The US rulings preceding Brooke could be interpreted as similar to the EU approach. Multiple goals of competition law without a clear hierarchy, a discernible protection of competitors, and heavy reliance on the intention of the alleged predator – all of these are shortcomings of the old US case-law, which are mirrored in the leading AKZO judgment of the ECJ. Nevertheless, the US Courts moved on and, therefore, the ruling in Brooke offered clear guidance on dealing with predatory pricing claims, i.e. proving both pricing below cost and the possibility of a recoupment of losses by the predator. The US Supreme Court embraced consumer welfare as the predominant objective of antitrust law and devised a rule that would efficiently punish as anti-competitive only behaviour that has the potential to be harmful to competition. The subsequent endorsement of the adopted rule, in particular as it regards the excessive exigency of evidence, demonstrated that it has become extremely difficult to succeed with a predatory pricing claim. Nevertheless, the rules on predatory pricing remained largely unchanged, and Brooke is still good law because the US Courts are wary of over-enforcing the law. The influence of the Chicago School, which favours a ‘hands-off’ approach and which rejects predatory pricing as an irrational pricing strategy, remains quite strong in US rulings.
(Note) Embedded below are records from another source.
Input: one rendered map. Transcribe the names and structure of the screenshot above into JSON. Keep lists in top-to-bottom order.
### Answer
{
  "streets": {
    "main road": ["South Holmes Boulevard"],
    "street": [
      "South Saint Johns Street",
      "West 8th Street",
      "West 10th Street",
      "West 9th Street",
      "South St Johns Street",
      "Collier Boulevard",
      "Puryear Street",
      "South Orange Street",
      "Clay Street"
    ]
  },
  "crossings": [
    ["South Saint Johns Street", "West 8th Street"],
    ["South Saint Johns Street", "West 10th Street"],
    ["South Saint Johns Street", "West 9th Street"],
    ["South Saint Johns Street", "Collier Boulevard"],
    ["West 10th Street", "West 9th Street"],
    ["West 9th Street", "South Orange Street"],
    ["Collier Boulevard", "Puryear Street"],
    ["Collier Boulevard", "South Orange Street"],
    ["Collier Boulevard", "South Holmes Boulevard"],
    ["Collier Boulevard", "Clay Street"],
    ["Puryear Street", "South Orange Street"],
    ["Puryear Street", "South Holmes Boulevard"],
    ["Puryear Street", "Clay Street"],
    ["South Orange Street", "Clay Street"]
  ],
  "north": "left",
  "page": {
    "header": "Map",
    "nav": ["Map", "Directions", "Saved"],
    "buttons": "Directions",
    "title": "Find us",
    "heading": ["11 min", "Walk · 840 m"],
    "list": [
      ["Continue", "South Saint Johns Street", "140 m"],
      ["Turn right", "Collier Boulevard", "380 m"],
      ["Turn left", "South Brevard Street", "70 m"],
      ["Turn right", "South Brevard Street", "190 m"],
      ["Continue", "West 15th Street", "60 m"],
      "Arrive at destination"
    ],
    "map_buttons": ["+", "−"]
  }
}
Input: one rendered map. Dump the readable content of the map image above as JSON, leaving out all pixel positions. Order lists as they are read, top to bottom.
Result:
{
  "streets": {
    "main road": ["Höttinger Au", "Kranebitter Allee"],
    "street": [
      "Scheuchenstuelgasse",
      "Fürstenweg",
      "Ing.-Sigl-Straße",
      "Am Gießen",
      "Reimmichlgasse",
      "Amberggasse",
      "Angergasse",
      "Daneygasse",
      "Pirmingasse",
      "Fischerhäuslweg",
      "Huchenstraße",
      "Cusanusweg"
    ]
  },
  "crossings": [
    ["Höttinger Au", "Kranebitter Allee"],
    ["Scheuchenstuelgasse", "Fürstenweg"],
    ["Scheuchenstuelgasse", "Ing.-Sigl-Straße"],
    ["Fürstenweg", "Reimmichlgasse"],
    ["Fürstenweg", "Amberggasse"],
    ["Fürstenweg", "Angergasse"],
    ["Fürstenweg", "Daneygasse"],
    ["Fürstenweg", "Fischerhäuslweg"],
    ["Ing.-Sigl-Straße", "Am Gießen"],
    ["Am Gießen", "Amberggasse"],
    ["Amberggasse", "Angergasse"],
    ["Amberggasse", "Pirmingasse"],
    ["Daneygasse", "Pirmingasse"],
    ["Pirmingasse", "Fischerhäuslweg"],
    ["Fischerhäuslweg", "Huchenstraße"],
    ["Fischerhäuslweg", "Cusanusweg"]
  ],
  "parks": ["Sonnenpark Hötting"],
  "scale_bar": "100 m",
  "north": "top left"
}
The EU rules devised against predatory pricing mirror a certain degree of uncertainty; it is often unclear what they aim to achieve in practice. In AKZO, the ECJ adopted a cost-based test, but without an additional requirement of recoupment of losses. The ECJ has focused foremost on harm to competitors, rather than on protecting competition as such. This can be deducted from a factual assessment of the AKZO case and from a consideration of the role played by the objective intention of the predator in the overall analysis of the anti-competitive conduct. Arguably the intention to eliminate a competitor does not justify a direct link to consumer harm. Rather, it is a reflection of the ECJ’s effort to preserve unchanged the structure of the internal market. Contrary to the US approach, post-AKZO developments addressed the criticism of general above-cost predatory pricing and the EU reluctance to introduce recoupment as an additional test requirement. Several changes have been put forward in the Guidance Paper of the EU Commission on its enforcement priorities and in the Post Denmark judgment. The latter stressed the importance of consumer harm in the analysis of anti-competitive conduct and focused more on effects, rather than on a static assessment of the conduct.
Back to the specific legal test required to prove predatory pricing, the adopted tests embraced by both jurisdictions remain largely satisfactory. Both jurisdictions adopted a cost-based test as a first step of analysis, which is in line with economics and of pragmatic orientation. With regard to the second part of the test, the US courts recognised recoupment as a key criterion and addressed the potential welfare impact on consumers. In contrast, the EU has started off rather unsatisfactorily with an assessment of dominance, which is rather unhelpful for predatory pricing claims. However, the EU Commission moved on to analyse the effects of predatory pricing conduct in a way that is similar to the US requirement of recoupment. It is hoped that the ECJ will show itself supportive towards this effort.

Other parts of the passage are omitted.